The meter demands that line 12's "slandering" function as two syllables. Booth reads line 5's "pow'r" and line 7's "bow'r" as monosyllabic.

==Possible influences==
Italian poet Francesco Petrarch, who was inspired by his love Laura, created the sonnet as a type of poetry. After his invention, the traditional Petrarchan theme became one of a "proud, virtuous lady and an abject, scorned lover". The sonnet form became very popular and was introduced into English Poetry by Wyatt and Surrey. Yet, Shakespeare's sonnets vary dramatically from those of his contemporaries. His sonnets are "very different from Petrarch, in whose love poems the processing of tradition and the establishment of new voices are no less complex, but more systematically present, active, and profound." There is also "relatively little of the platonic idealism that fills such works as Spenser's Amoretti in which the poet's love for his lady lifts him above human weakness to contemplation of the divine".

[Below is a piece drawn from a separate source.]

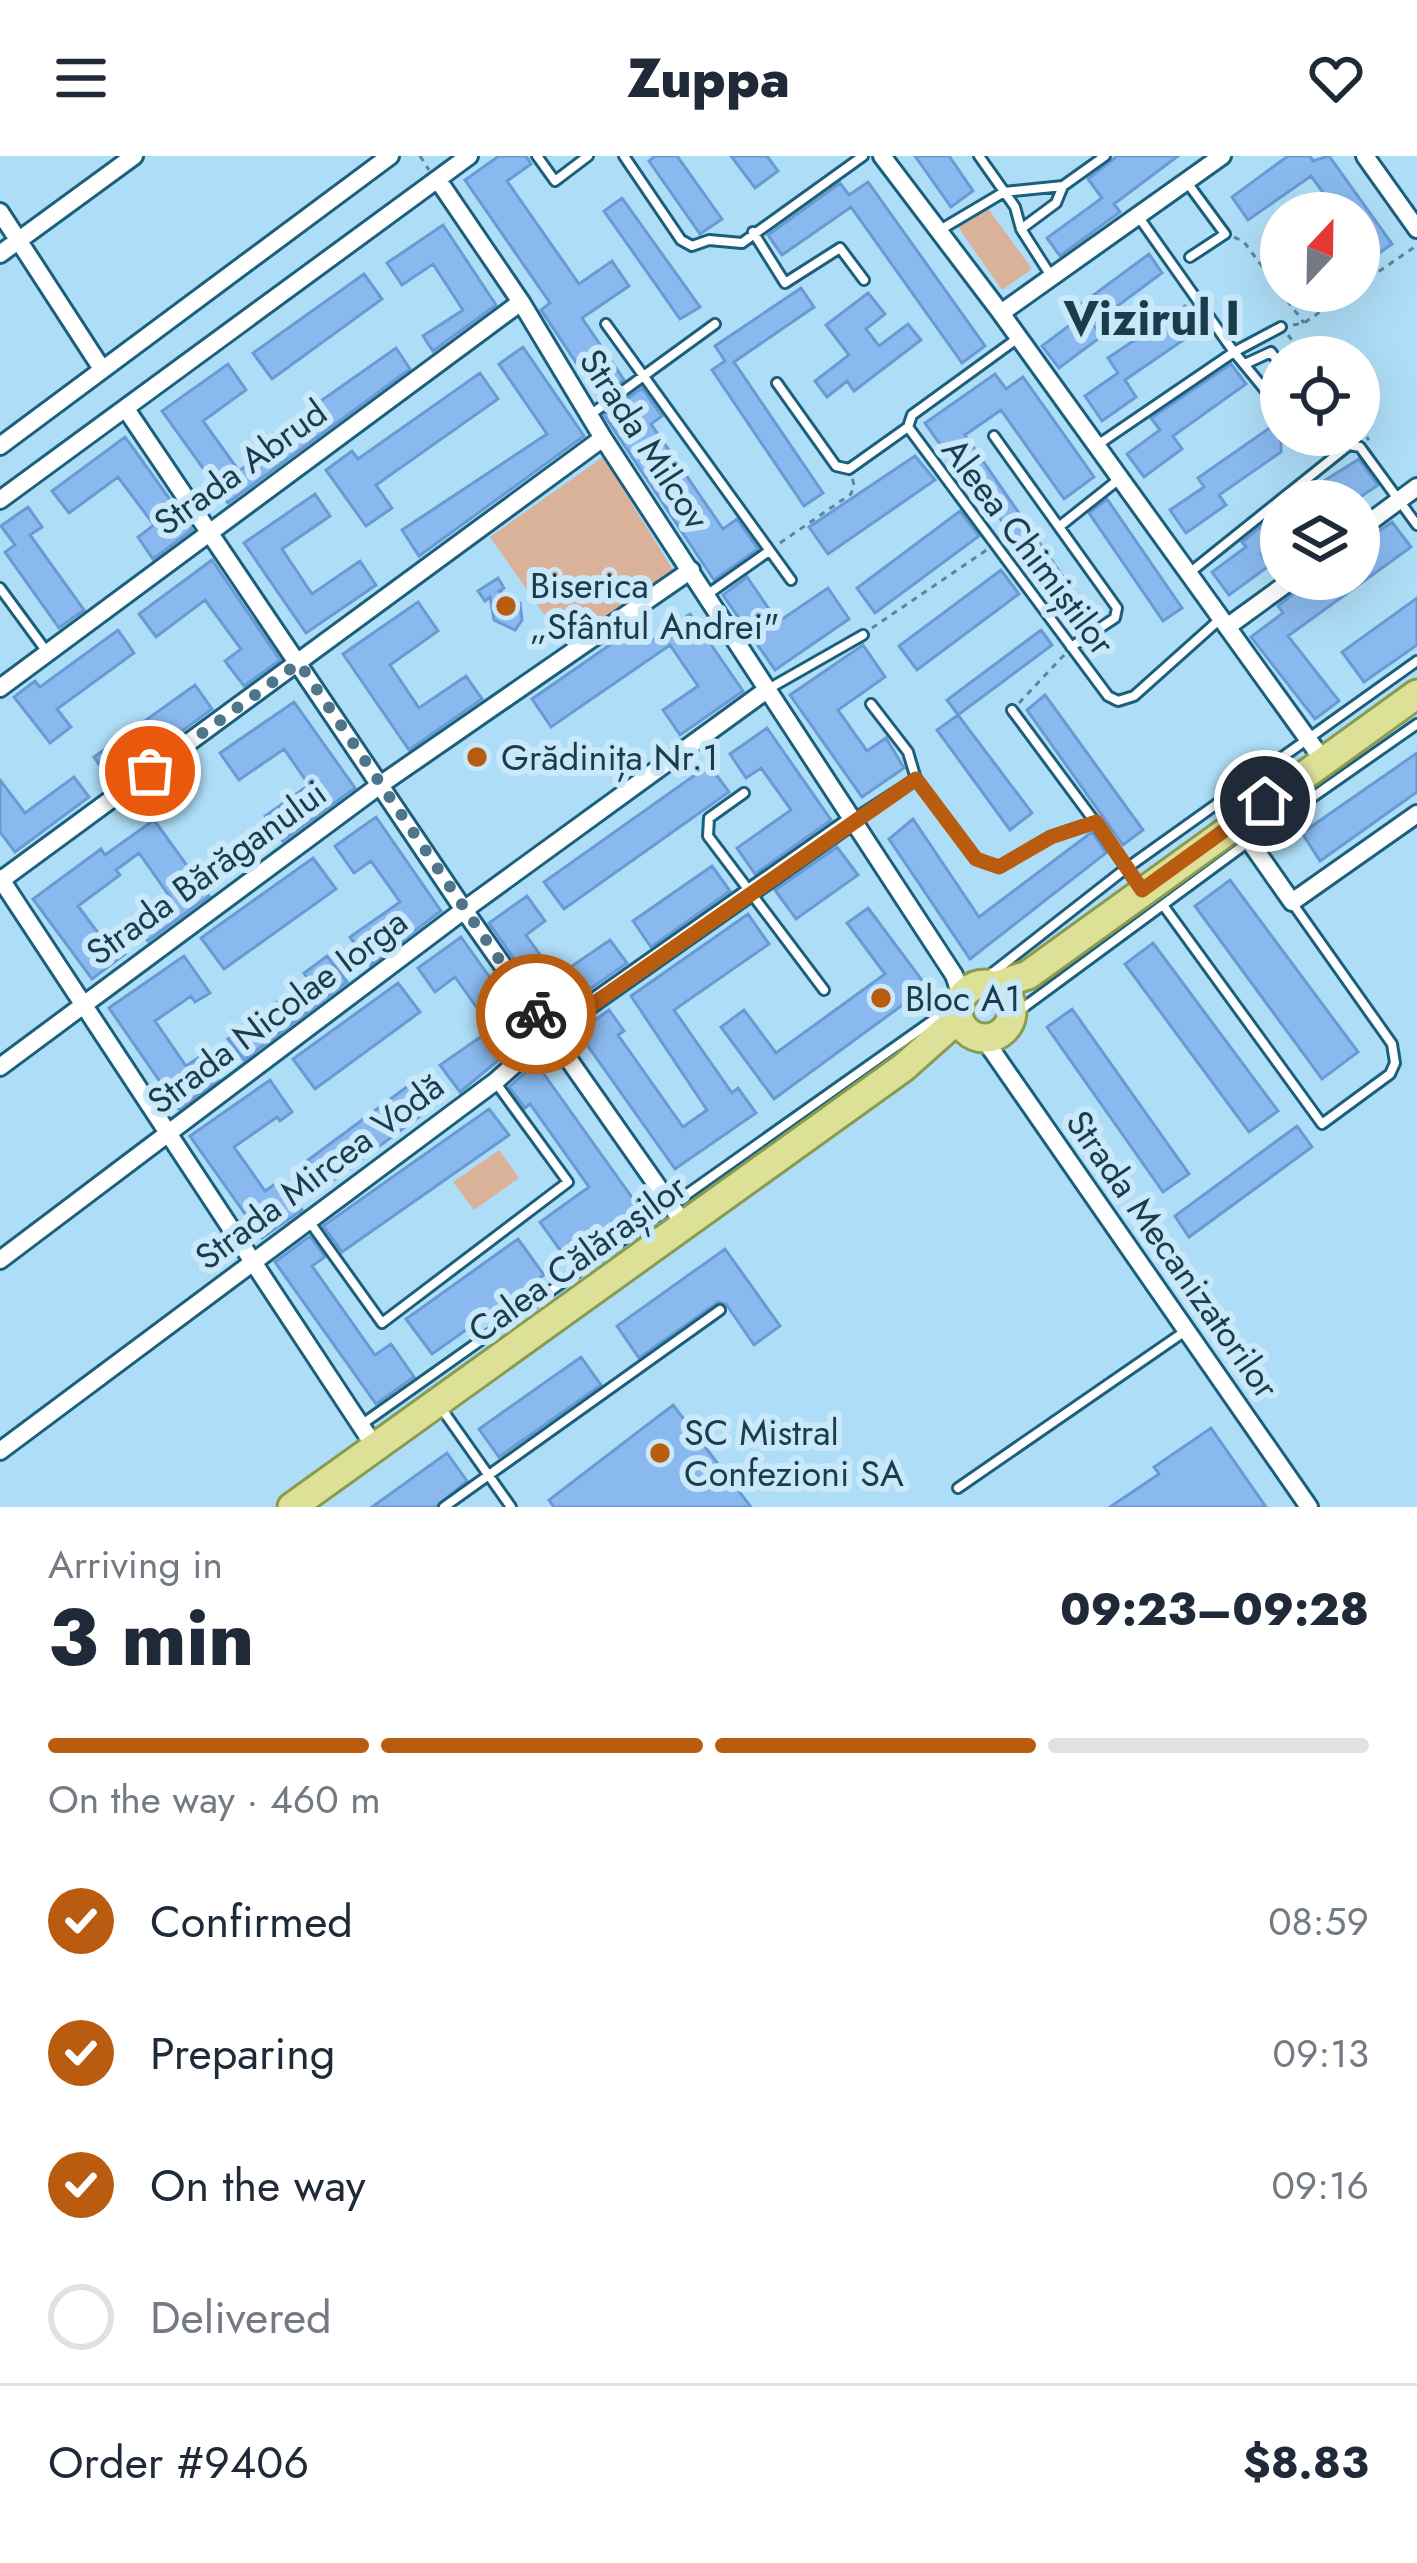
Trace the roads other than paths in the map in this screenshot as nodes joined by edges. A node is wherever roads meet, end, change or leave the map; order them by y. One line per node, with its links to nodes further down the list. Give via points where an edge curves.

Sonnet 127 reflects changing definitions of beauty in early modern England. Around the 1600s, makeup began to become available to everyone, thus being used by the masses and influencing Shakespeare's perception of beauty. The past in which "black was not counted fair" refers to traditional Elizabethan era priority of light skin, hair, and eyes over dark.

==Dark Lady==

Many suggest Shakespeare was influenced to write the Dark Lady Sonnets by a person. However, there is no consensus as to the identity of the dark lady; the Sonnets give away nothing referring to age, background or station in life.

The Dark Lady sonnets delve into sexuality, jealousy, and beauty. The first sonnet of this series, Sonnet 127, begins with Shakespeare's Speaker apologizing for his mistress's un-ideal beauty, associated with old age. Instead of shying away from unauthentic interpretation, he emphasizes his mistress's cruel and "black" state. Some understand "black" to represent more than a color. Ronald Levao sees it as interchangeable with the term foul.

The relationship between language and color is important for understanding the Dark Lady sonnets. Elizabeth Harvey explains: "The parallel between language and art was far from simple, and that rhetoric's colors depended upon a ghostly discourse of natural historical knowledge that invisibly shaped the chromatic lexicon of Shakespeare's sonnets." The meanings and qualities associated with color are not necessarily universal or timeless, however. Recent critics have made arguments linking darkness with race and ethnicity. Scholars of early modern colonialism find it appropriate to portray the sexual relationship as a white man being sexually attracted to a black woman.

The sonnet may also be understood as portraying an early reaction to women using cosmetics. The introduction of cosmetics should be viewed as a paradigm shift rather than a progression along the same spectrum. Margreta de Grazia reads Sonnet 127 in these terms: "Old values have been purged. Sweet beauty is stripped of her title (hath no name) and her sanctioned place (no holy boure), cast out into the contaminating open air (profaned) and thereby exposed to abuse and violation (in disgrace). In the place of 'beauties rose' now rules black." Helen Vendler also examines this sonnet with an eye on cosmetics, "How did a black haired, black eyed woman come to be the reigning heir of beauty? The sonnet explains that the invention of cosmetics disgraced true beauty by allowing every ugly woman to become beautiful."